Rabu, 09 November 2011

Anggrek Kuburan


Aku ingin menulis tentangmu. Kamu bukan siapa-siapa, bagiku. Kerena memang aku tak mengenal jauh, dekat, dalam, atau detail. Aku mengenalmu cukup dari sudut matamu. Aku meraba pikiranmu cukup dari bicaramu. Aku tahu suka-senang hidupmu, keluh-kesahmu, cukup lewat syairmu. Aku merasakan getar tangan dan hatimu.

Tapi kamu memang bukan siapa-siapa bagiku. Kamu juga pernah bilang, aku mengenalmu belum lama. Aku tak berani menduga, diam. Kamu mengelak membuka siapa kamu, aku tahu. Seperti seorang jago mabuk, kau meniriskan tetes demi tetes airmu dalam sloki, aku meneguknya. Aku terbang dengan caramu yang tenang, teratur, tidak terputus. Aku mabuk.

Kini, seperti aku katakan tadi, aku mulai mampu merangkai sosokmu. Tapi aku masih mabuk karenamu, aku mengejar kamu menghindar, aku berlari kamu sembunyi. Dalam keadaan seperti ini, kamu ajak aku bicara apa saja, kau ajak aku menulis apa saja. Kata dan makna terhambur. Semuanya melebur campur. Kamu aduk, kamu kacaukan, hiraukan. Aku mabuk. Aku ambruk.

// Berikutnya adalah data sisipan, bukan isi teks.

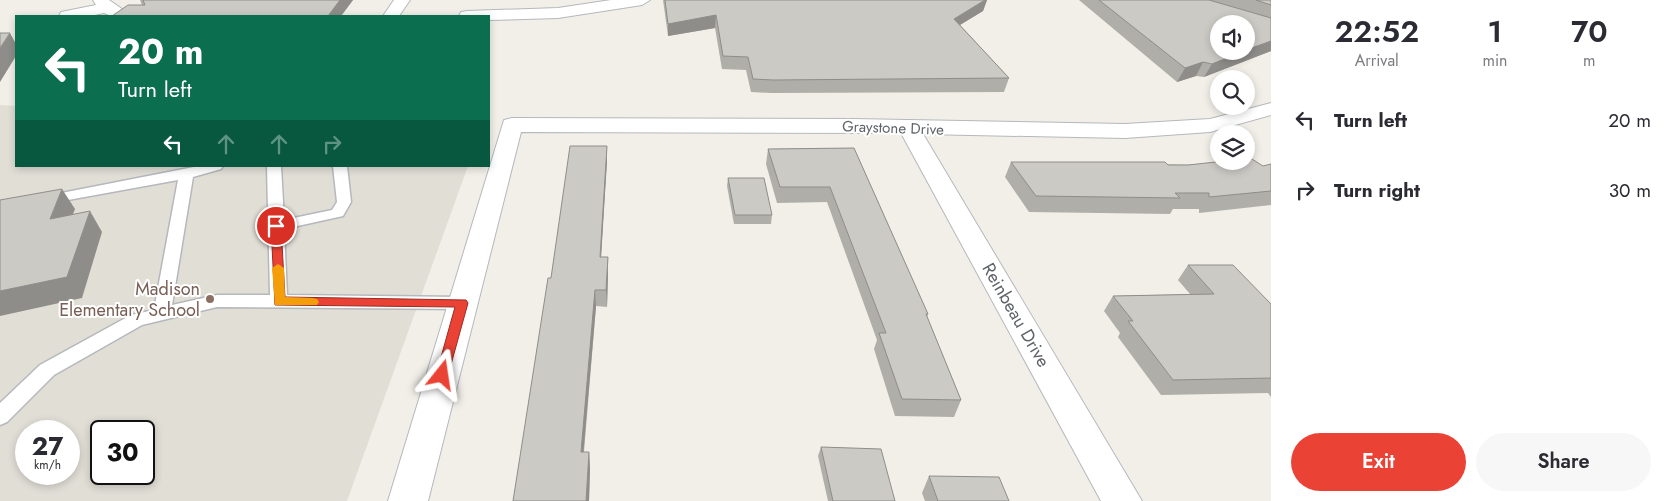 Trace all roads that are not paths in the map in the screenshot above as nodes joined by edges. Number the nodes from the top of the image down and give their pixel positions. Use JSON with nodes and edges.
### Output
{"nodes":[{"id":1,"x":402,"y":0,"type":"edge"},
{"id":2,"x":642,"y":0,"type":"edge"},
{"id":3,"x":103,"y":4,"type":"edge"},
{"id":4,"x":70,"y":15,"type":"edge"},
{"id":5,"x":134,"y":15,"type":"edge"},
{"id":6,"x":392,"y":15,"type":"edge"},
{"id":7,"x":490,"y":15,"type":"edge"},
{"id":8,"x":1271,"y":109,"type":"edge"},
{"id":9,"x":909,"y":128,"type":"junction"},
{"id":10,"x":212,"y":167,"type":"edge"},
{"id":11,"x":274,"y":167,"type":"edge"},
{"id":12,"x":340,"y":167,"type":"edge"},
{"id":13,"x":186,"y":174,"type":"junction"},
{"id":14,"x":40,"y":201,"type":"edge"},
{"id":15,"x":276,"y":226,"type":"junction"},
{"id":16,"x":279,"y":302,"type":"junction"},
{"id":17,"x":462,"y":303,"type":"junction"},
{"id":18,"x":162,"y":314,"type":"junction"},
{"id":19,"x":0,"y":416,"type":"edge"},
{"id":20,"x":408,"y":501,"type":"edge"},
{"id":21,"x":1122,"y":501,"type":"edge"}],
"edges":[{"from":1,"to":6,"type":"street"},
{"from":2,"to":7,"type":"street"},
{"from":3,"to":4,"type":"street"},
{"from":3,"to":5,"type":"street"},
{"from":8,"to":9,"type":"street","name":"Graystone Drive"},
{"from":9,"to":17,"type":"street","name":"Graystone Drive"},
{"from":9,"to":21,"type":"street","name":"Reinbeau Drive"},
{"from":10,"to":13,"type":"lane"},
{"from":11,"to":15,"type":"lane"},
{"from":12,"to":15,"type":"lane"},
{"from":13,"to":14,"type":"lane"},
{"from":13,"to":18,"type":"lane"},
{"from":15,"to":16,"type":"lane"},
{"from":16,"to":17,"type":"lane"},
{"from":16,"to":18,"type":"lane"},
{"from":17,"to":20,"type":"street"},
{"from":18,"to":19,"type":"lane"}]}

Kemarin kamu perempuan biasa saja. Kemarin kamu seuntai bunga, mekar lalu layu. Kamu hilang aku tak peduli, kamu hadir aku tak gugup. Kamu gerimis di kota gersang, sesekali datang setiap hari hilang. Ada atau tidak sama saja keadaannya. Tak berpengaruh. Tak bergemuruh. Namun kini kamu datang membawa kekerasan yang sangat santun dan bisu.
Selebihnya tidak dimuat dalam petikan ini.